◆ **Task item**: Among the following entries, how many lines hold the string "dead"? State only the number.

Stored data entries
Content starts

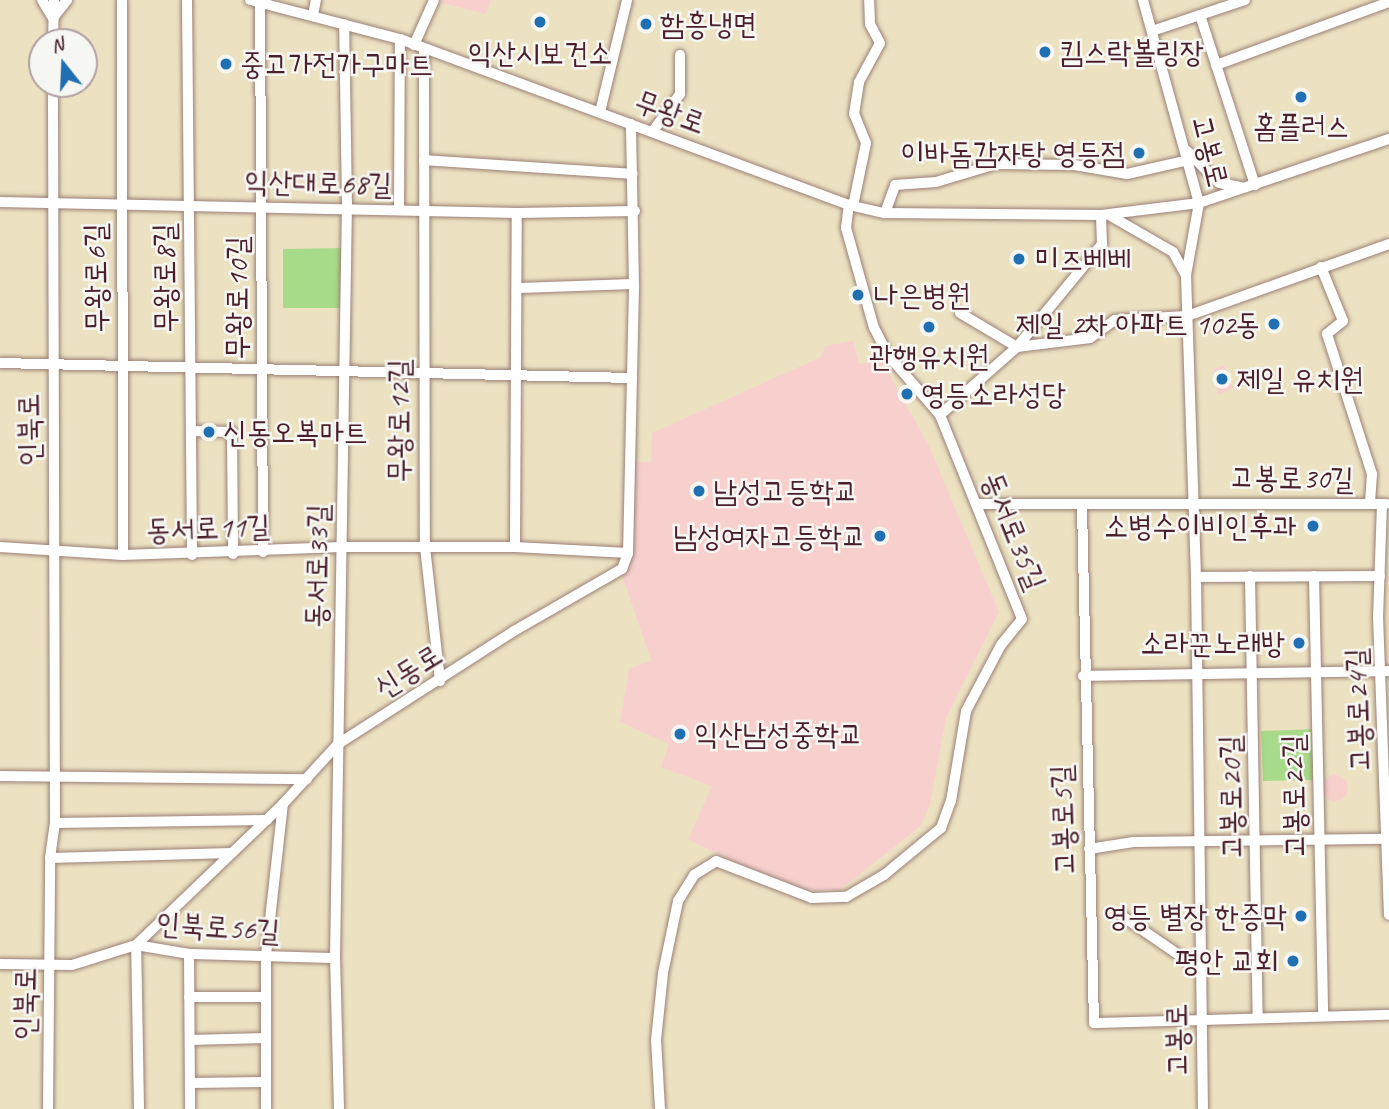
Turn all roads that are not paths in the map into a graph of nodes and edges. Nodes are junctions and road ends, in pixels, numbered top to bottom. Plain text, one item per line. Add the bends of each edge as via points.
1 (42, 0) edge
2 (54, 0) edge
3 (67, 0) edge
4 (122, 0) edge
5 (187, 0) edge
6 (316, 0) edge
7 (434, 0) edge
8 (627, 0) edge
9 (869, 0) edge
10 (1143, 0) edge
11 (1245, 0) edge
12 (255, 1) edge
13 (1389, 2) edge
14 (1221, 4) edge
15 (313, 15) junction
16 (1200, 15) junction
17 (53, 18) junction
18 (344, 24) junction
19 (53, 28) edge
20 (1152, 31) junction
21 (400, 39) junction
22 (419, 47) junction
23 (680, 55) dead end
24 (1216, 65) junction
25 (53, 98) edge
26 (600, 112) junction
27 (631, 124) junction
28 (653, 131) junction
29 (1389, 139) edge
30 (1187, 155) junction
31 (424, 160) junction
32 (633, 174) junction
33 (1249, 186) junction
34 (0, 202) edge
35 (53, 202) junction
36 (1199, 203) junction
37 (119, 206) junction
38 (188, 206) junction
39 (347, 206) junction
40 (851, 206) junction
41 (261, 207) junction
42 (399, 208) junction
43 (424, 209) junction
44 (635, 211) junction
45 (517, 213) junction
46 (885, 213) junction
47 (1105, 215) junction
48 (1389, 244) edge
49 (1321, 267) junction
50 (1186, 275) junction
51 (634, 284) junction
52 (518, 288) junction
53 (960, 313) dead end
54 (1187, 316) junction
55 (1017, 347) junction
56 (0, 363) edge
57 (52, 364) junction
58 (123, 365) junction
59 (190, 367) junction
60 (262, 368) junction
61 (345, 368) junction
62 (423, 374) junction
63 (517, 377) junction
64 (631, 378) junction
65 (940, 415) junction
66 (191, 431) junction
67 (1194, 501) junction
68 (978, 504) junction
69 (1376, 504) edge
70 (1082, 507) junction
71 (0, 547) edge
72 (342, 547) junction
73 (425, 547) junction
74 (516, 547) junction
75 (56, 550) junction
76 (1385, 551) edge
77 (263, 552) junction
78 (628, 553) junction
79 (233, 554) junction
80 (123, 555) junction
81 (192, 555) junction
82 (1250, 576) junction
83 (1314, 576) junction
84 (1380, 576) junction
85 (1196, 577) junction
86 (1384, 617) edge
87 (1385, 671) edge
88 (1253, 673) junction
89 (1317, 673) junction
90 (1083, 676) junction
91 (1196, 676) junction
92 (440, 681) junction
93 (338, 744) junction
94 (52, 774) junction
95 (0, 776) edge
96 (307, 779) junction
97 (283, 804) junction
98 (267, 820) junction
99 (55, 822) junction
100 (1388, 839) edge
101 (1320, 840) junction
102 (1257, 843) junction
103 (1198, 844) junction
104 (1089, 849) junction
105 (230, 853) junction
106 (50, 858) junction
107 (1389, 915) edge
108 (1122, 916) dead end
109 (136, 945) junction
110 (189, 954) junction
111 (266, 955) junction
112 (335, 958) junction
113 (0, 964) edge
114 (50, 966) junction
115 (1201, 970) junction
116 (189, 997) junction
117 (266, 997) junction
118 (1389, 1015) edge
119 (1323, 1016) junction
120 (1202, 1017) junction
121 (1258, 1017) junction
122 (266, 1038) junction
123 (190, 1040) junction
124 (266, 1082) junction
125 (190, 1083) junction
126 (48, 1109) edge
127 (139, 1109) edge
128 (190, 1109) edge
129 (266, 1109) edge
130 (339, 1109) edge
131 (660, 1109) edge
132 (1203, 1109) edge

1 - 17 street
2 - 17 street
3 - 17 street
4 - 37 street, 무왕로6길
5 - 38 street, 무왕로8길
6 - 15 street
7 - 22 street
8 - 26 street
9 - 40 street, 동서로35길 via 870,24 880,43 859,82 854,114 866,143
10 - 20 street, 고봉로
11 - 14 street
12 - 15 street, 무왕로
12 - 41 street, 무왕로10길
13 - 24 street
14 - 16 street
15 - 18 street, 무왕로
16 - 20 street
16 - 24 street
17 - 19 street
18 - 21 street, 무왕로
18 - 39 street, 동서로33길
20 - 30 street, 고봉로
21 - 22 street, 무왕로
21 - 42 street
22 - 26 street, 무왕로
22 - 31 street, 무왕로12길
23 - 28 street via 680,94
24 - 33 street
25 - 35 street, 인북로
26 - 27 street, 무왕로
27 - 28 street, 무왕로
27 - 32 street
28 - 40 street, 무왕로
29 - 33 street, 무왕로
30 - 33 street via 1219,183
30 - 36 street, 고봉로
30 - 46 street via 1126,174 1074,165 996,164 936,182 895,185
31 - 32 street
31 - 43 street, 무왕로12길
32 - 44 street
33 - 36 street, 무왕로
34 - 35 street, 익산대로68길
35 - 37 street, 익산대로68길
35 - 57 street, 인북로
36 - 47 street, 무왕로
36 - 50 street, 고봉로
37 - 38 street, 익산대로68길
37 - 58 street, 무왕로6길
38 - 41 street, 익산대로68길
38 - 59 street, 무왕로8길
39 - 41 street, 익산대로68길
39 - 42 street, 익산대로68길
39 - 61 street, 동서로33길
40 - 46 street, 무왕로
40 - 65 street, 동서로35길 via 846,228 874,328 888,355
41 - 60 street, 무왕로10길
42 - 43 street, 익산대로68길
43 - 45 street, 익산대로68길
43 - 62 street, 무왕로12길
44 - 45 street, 익산대로68길
44 - 51 street
45 - 52 street
46 - 47 street, 무왕로
47 - 50 street via 1174,252
47 - 55 street via 1102,244
48 - 49 street
49 - 54 street
49 - 69 street, 고봉로24길 via 1343,321 1327,334 1370,466
50 - 54 street, 고봉로
51 - 52 street
51 - 64 street
52 - 63 street
53 - 55 street
54 - 55 street via 1115,320 1090,338
54 - 67 street, 고봉로
55 - 65 street
56 - 57 street
57 - 58 street
57 - 75 street, 인북로
58 - 59 street
58 - 80 street, 무왕로6길
59 - 60 street
59 - 66 street, 무왕로8길
60 - 61 street
60 - 77 street, 무왕로10길
61 - 62 street
61 - 72 street, 동서로33길
62 - 63 street
62 - 73 street, 무왕로12길
63 - 64 street
63 - 74 street
64 - 78 street
65 - 68 street, 동서로35길
66 - 79 street via 232,432
66 - 81 street, 무왕로8길
67 - 69 street, 고봉로30길
67 - 70 street
67 - 85 street, 고봉로
68 - 70 street
68 - 131 street, 동서로35길 via 1022,619 1000,645 967,711 951,801 941,828 884,874 846,897 812,898 716,861 694,875 678,901 663,973 656,1040
69 - 76 street, 고봉로24길
70 - 90 street, 고봉로5길
71 - 75 street, 동서로11길
72 - 73 street, 동서로11길
72 - 77 street, 동서로11길
72 - 93 street, 동서로33길
73 - 74 street, 동서로11길
73 - 92 street, 무왕로12길
74 - 78 street, 동서로11길
75 - 80 street, 동서로11길
75 - 94 street, 인북로
76 - 84 street, 고봉로24길
77 - 79 street, 동서로11길
78 - 92 street, 신동로 via 622,569 514,631
79 - 81 street, 동서로11길
80 - 81 street, 동서로11길
82 - 83 street
82 - 85 street
82 - 88 street, 고봉로20길
83 - 84 street
83 - 89 street, 고봉로22길
84 - 86 street, 고봉로24길
85 - 91 street, 고봉로
86 - 87 street, 고봉로24길
87 - 89 street
87 - 100 street, 고봉로24길
88 - 89 street
88 - 91 street
88 - 102 street, 고봉로20길
89 - 101 street, 고봉로22길
90 - 91 street
90 - 104 street, 고봉로5길
91 - 103 street, 고봉로
92 - 93 street, 신동로
93 - 96 street, 신동로
93 - 112 street, 동서로33길
94 - 95 street
94 - 96 street
94 - 99 street, 인북로
96 - 97 street, 신동로
97 - 98 street, 신동로
97 - 111 street
98 - 99 street
98 - 105 street, 신동로
99 - 106 street, 인북로
100 - 101 street
100 - 107 street, 고봉로24길
101 - 102 street
101 - 119 street, 고봉로22길
102 - 103 street
102 - 121 street, 고봉로20길
103 - 104 street via 1133,842
103 - 115 street, 고봉로
104 - 120 street, 고봉로5길 via 1094,1023
105 - 106 street
105 - 109 street, 신동로
106 - 114 street, 인북로
108 - 115 street
109 - 110 street, 인북로56길
109 - 114 street, 신동로 via 72,965
109 - 127 street, 인북로56길
110 - 111 street, 인북로56길
110 - 116 street
111 - 112 street, 인북로56길
111 - 117 street
112 - 130 street, 동서로33길
113 - 114 street, 신동로
114 - 126 street, 인북로
115 - 120 street, 고봉로
116 - 117 street
116 - 123 street
117 - 122 street
118 - 119 street
119 - 121 street
120 - 121 street
120 - 132 street, 고봉로
122 - 123 street
122 - 124 street
123 - 125 street
124 - 125 street
124 - 129 street
125 - 128 street

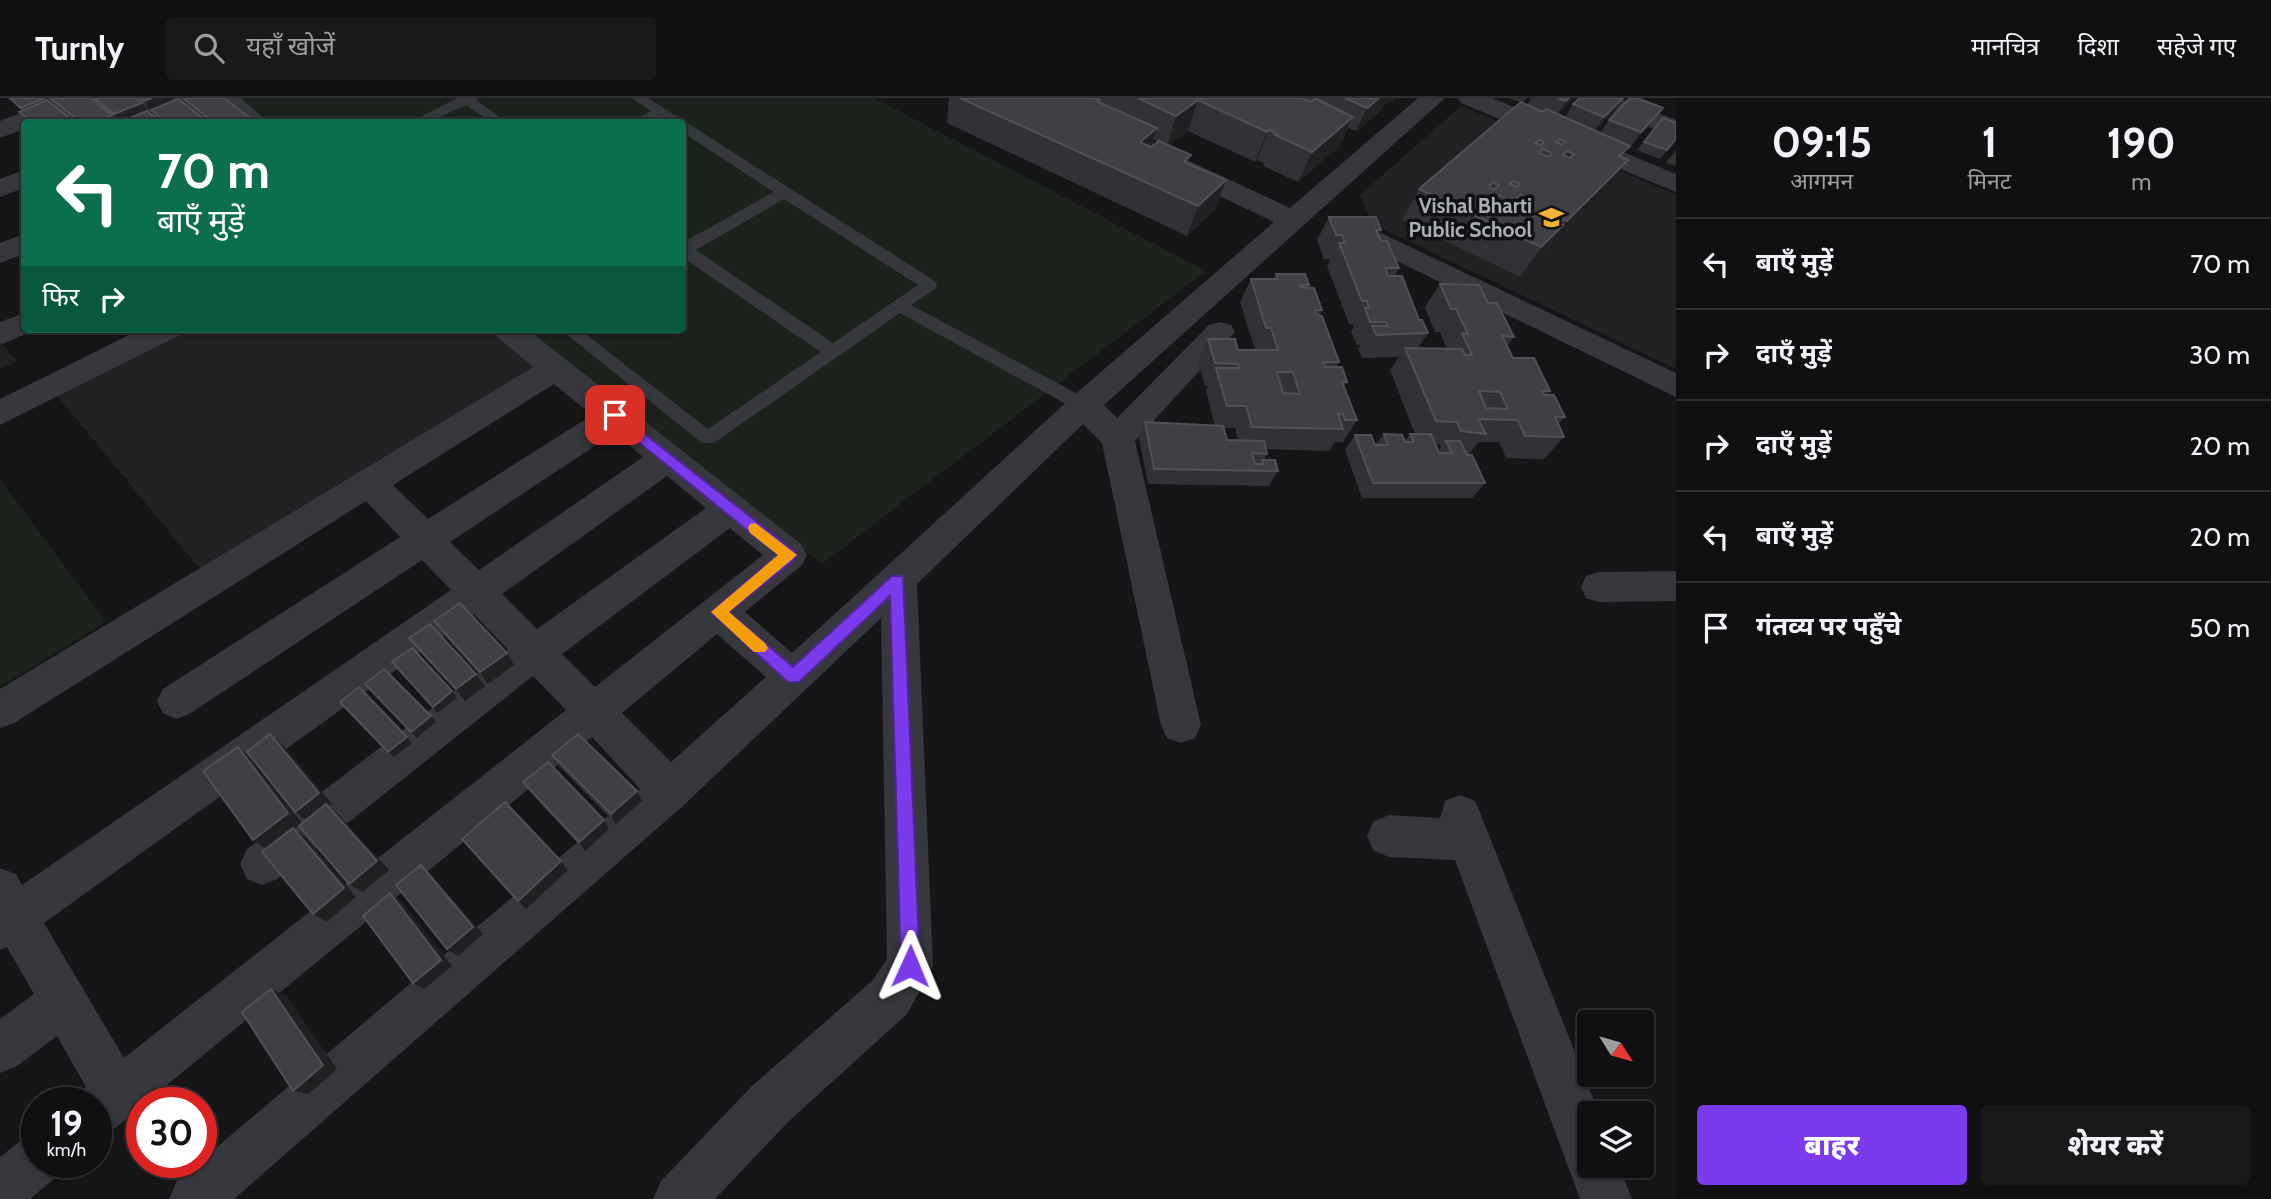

Content ends

◆ **Problem solution**: 3